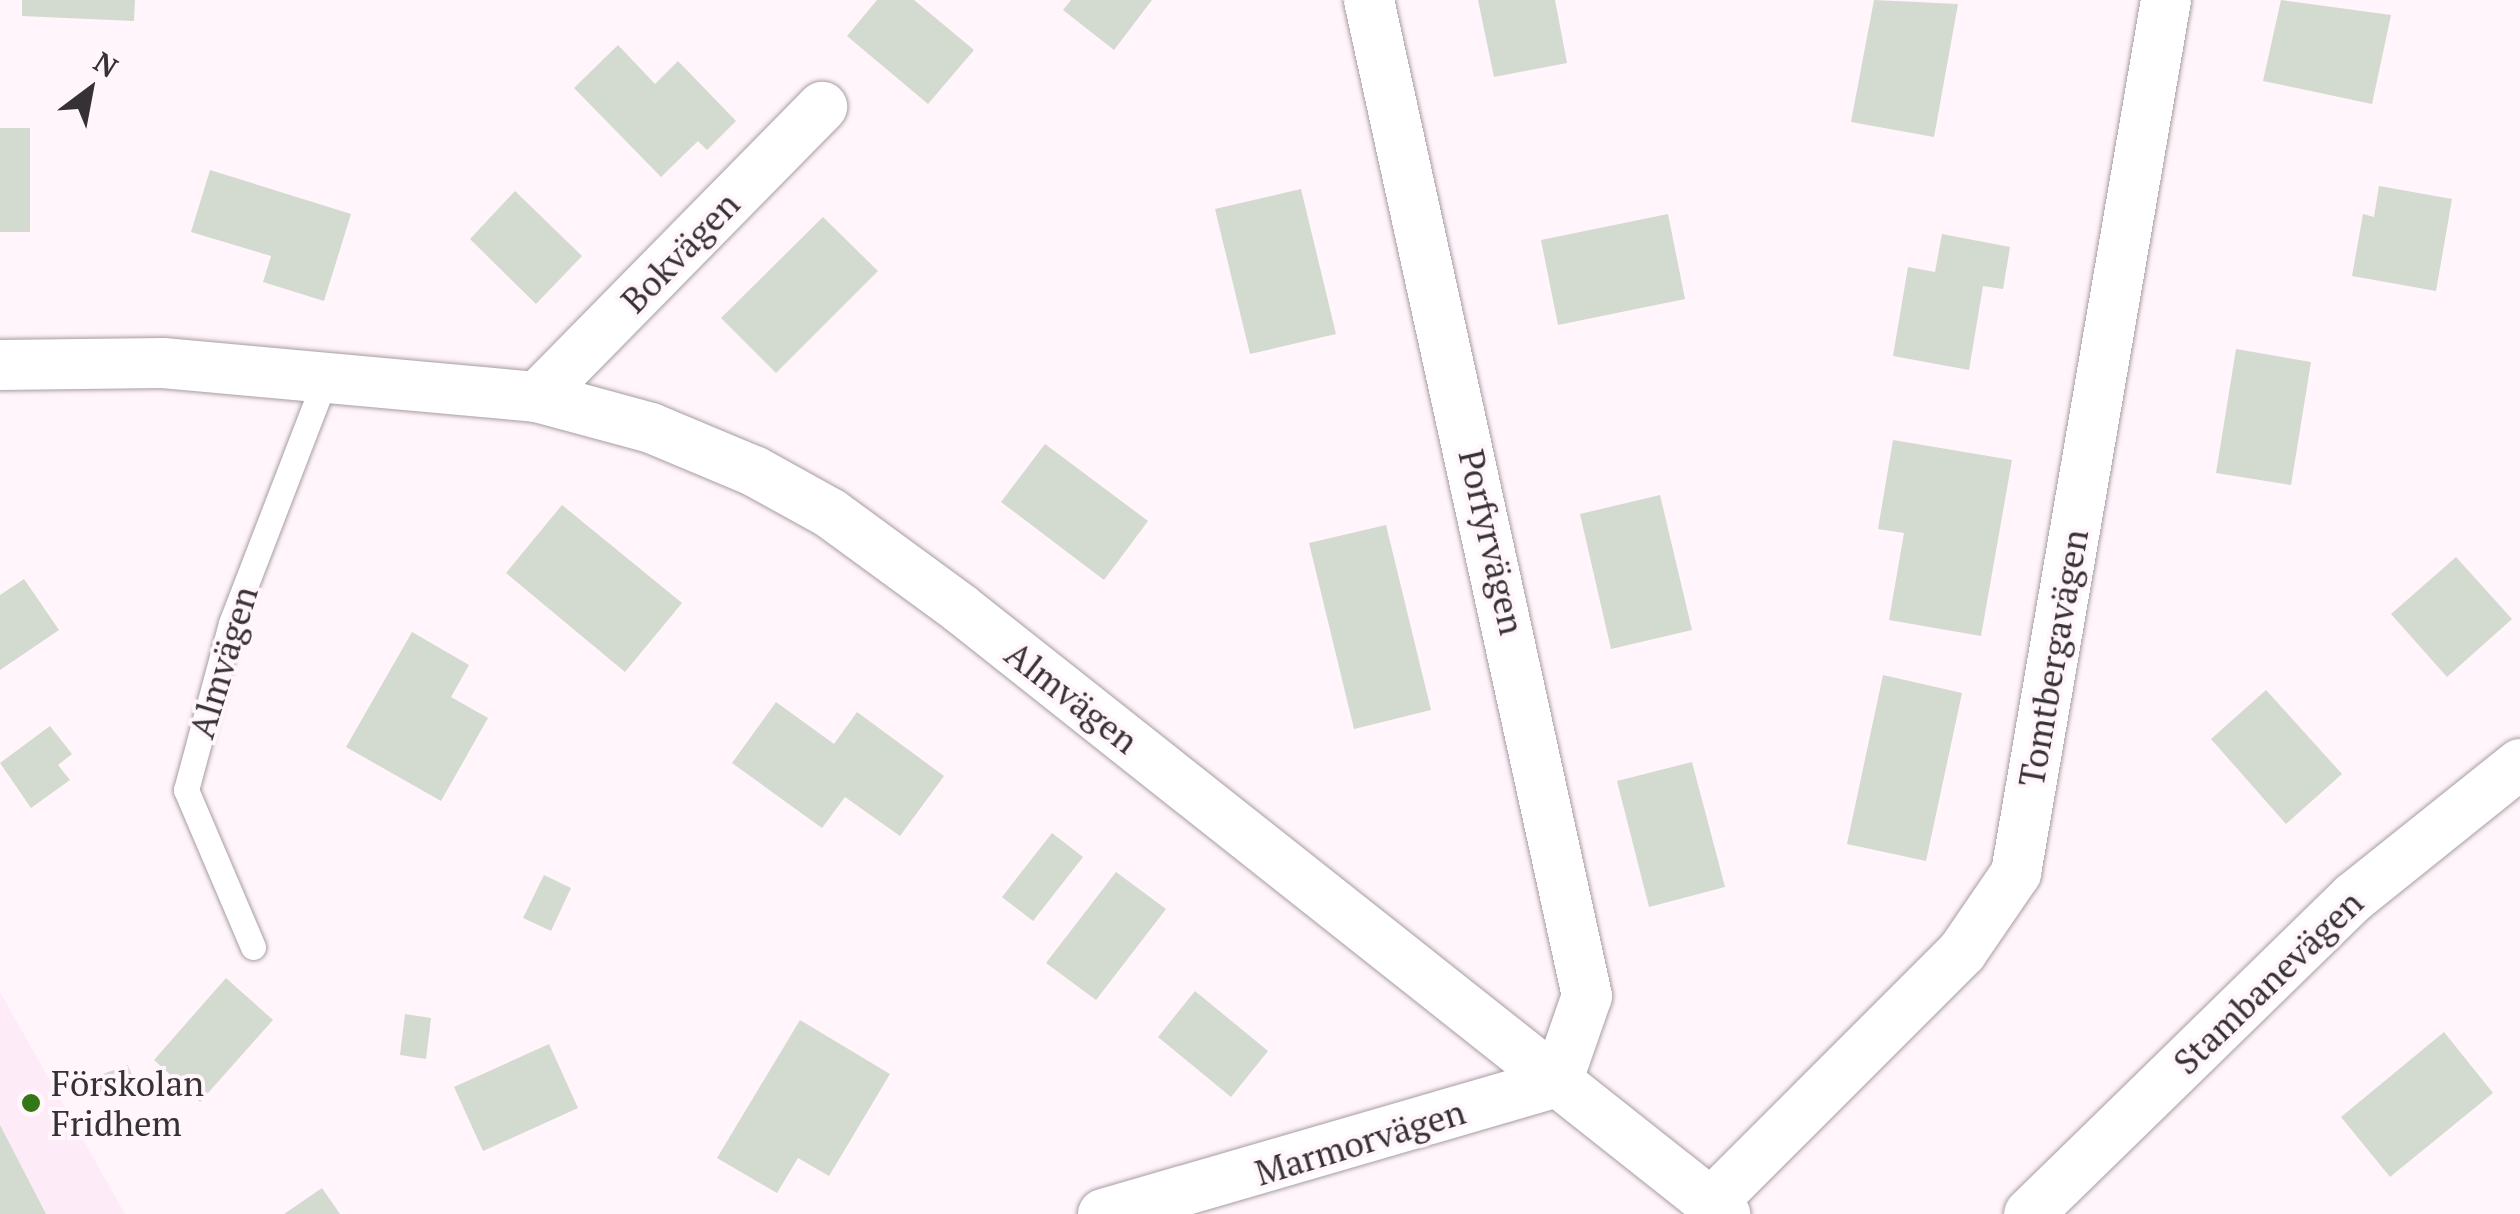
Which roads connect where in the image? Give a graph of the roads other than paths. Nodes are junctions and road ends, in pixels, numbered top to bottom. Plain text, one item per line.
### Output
1 (1369, 0) edge
2 (2166, 0) edge
3 (822, 106) dead end
4 (0, 365) edge
5 (326, 376) junction
6 (538, 397) junction
7 (2520, 764) edge
8 (253, 947) dead end
9 (1557, 1082) junction
10 (1718, 1208) edge
11 (1103, 1214) edge
12 (2029, 1214) edge

1 - 9 street, Porfyrvägen
2 - 10 street, Tomtbergavägen
3 - 6 street, Bokvägen
4 - 5 street, Almvägen
5 - 6 street, Almvägen
5 - 8 lane, Almvägen
6 - 9 street, Almvägen
7 - 12 street, Stambanevägen
9 - 10 street, Almvägen
9 - 11 street, Marmorvägen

━━━━━━━━━━━━━━━━━━━━

■ Problem requirements
Would you retype every line shown above exactly, leaving the pictures aside?

■ Your response
Which roads connect where in the image? Give a graph of the roads other than paths. Nodes are junctions and road ends, in pixels, numbered top to bottom. Plain text, one item per line.
### Output
1 (1369, 0) edge
2 (2166, 0) edge
3 (822, 106) dead end
4 (0, 365) edge
5 (326, 376) junction
6 (538, 397) junction
7 (2520, 764) edge
8 (253, 947) dead end
9 (1557, 1082) junction
10 (1718, 1208) edge
11 (1103, 1214) edge
12 (2029, 1214) edge

1 - 9 street, Porfyrvägen
2 - 10 street, Tomtbergavägen
3 - 6 street, Bokvägen
4 - 5 street, Almvägen
5 - 6 street, Almvägen
5 - 8 lane, Almvägen
6 - 9 street, Almvägen
7 - 12 street, Stambanevägen
9 - 10 street, Almvägen
9 - 11 street, Marmorvägen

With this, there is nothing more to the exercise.